Evidemment, on n'a pas encore les moyens scientifiques de prouver que ce que je raconte est objectif, ça j'en ai conscience (et j'ai pas non plus compiler toute ma vie... pas encore ! ^.^).
Libre à chacun de considérer "comme vrai jusqu'à preuve du contraire" ce que les uns et les autres peuvent raconter, si tant est que ça paraisse cohérent.
Non ?

Je voulais aussi ajouter des précisions à ce que j'avais écrit : finalement, je ne suis plus sûr que l'exercice ait été de répéter une suite de chiffres à laquelle on ajoutait un chiffre à chaque fois. Peut-être qu'on m'en donnait une nouvelle, qui s'allongeait à chaque fois un peu +, en fait.

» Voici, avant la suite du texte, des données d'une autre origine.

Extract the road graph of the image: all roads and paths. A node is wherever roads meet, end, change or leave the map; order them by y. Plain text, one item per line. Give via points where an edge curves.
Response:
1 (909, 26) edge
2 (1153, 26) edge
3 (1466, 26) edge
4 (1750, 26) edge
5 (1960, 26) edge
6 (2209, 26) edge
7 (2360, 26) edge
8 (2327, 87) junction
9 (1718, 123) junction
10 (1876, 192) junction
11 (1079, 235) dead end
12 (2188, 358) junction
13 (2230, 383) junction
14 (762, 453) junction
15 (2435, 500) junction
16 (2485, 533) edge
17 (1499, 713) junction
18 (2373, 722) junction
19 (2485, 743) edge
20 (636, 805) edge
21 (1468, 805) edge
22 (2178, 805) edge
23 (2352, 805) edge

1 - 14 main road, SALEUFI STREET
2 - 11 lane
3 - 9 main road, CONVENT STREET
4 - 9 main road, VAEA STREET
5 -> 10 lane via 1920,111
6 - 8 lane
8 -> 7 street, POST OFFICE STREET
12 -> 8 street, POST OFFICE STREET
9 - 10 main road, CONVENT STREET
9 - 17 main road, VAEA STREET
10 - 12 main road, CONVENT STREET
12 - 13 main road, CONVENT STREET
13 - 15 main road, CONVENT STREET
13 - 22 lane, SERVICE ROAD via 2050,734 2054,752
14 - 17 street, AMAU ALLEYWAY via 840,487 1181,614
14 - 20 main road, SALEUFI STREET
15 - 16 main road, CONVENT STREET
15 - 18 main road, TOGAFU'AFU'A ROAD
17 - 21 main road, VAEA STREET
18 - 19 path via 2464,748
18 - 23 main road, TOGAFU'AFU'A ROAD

Quoi qu'il en soit, ça n'enlève pas la sensation de "trop facile" que j'ai, quand je compare à certains exercices que l'on peut faire passer à l'heure actuelle.
J'ai l'impression que mes exercices n'étaient pas très poussés... je n'ai pas encore été creuser le type de test que ç'a pu être.
De plus, je voulais aussi préciser que cette sensation "d'entre-deux-eaux" était aussi liée au fait qu'avec mon résultat corrélé à mon vécu, j'ai la sensation de ne pas avoir un quotient intellectuel, voire un potentiel, qui soit extrêmement haut, comme certains.
Je n'ai pas assez appuyé ce point.
Je trouve qu'il était intéressant de le mettre en perspective avec ce que j'ai écrit sur l'E, aussi, puisque c'est peut-être en partie à cause d'une forte sensation d'E que j'ai un potentiel "entre-deux-eaux".
Concrètement, je n'ai pas l'impression d'avoir une mémorisation incroyable, une rapidité de traitement folle, une logique imbattable. Bien au contraire. Ma volonté de toujours "faire mieux" et "comprendre" m'a montré à maintes reprises qu'il y a bien mieux que moi à tous ces niveaux.
Mon "intelligence" tient en bonne partie au fait que j'ai structuré mes pensées avec une certaine discipline dès le départ, ce qui permet une meilleure organisation et assimilation... mais ça reste pas folichon.
Je suis loin d'être excellent au par coeur. Parfois faut m'expliquer longuement une logique avant qu'on m'apporte l'élément qui fera que je comprendrais. Parfois même, et pas si rarement, je n'ai simplement pas compris sur le coup et, finalement à la relecture, je m'aperçois que mon cerveau avait simplement "bugué", car la logique me paraît au final claire. De même, ma rapidité peut être largement remise en question, selon le sujet et les circonstances.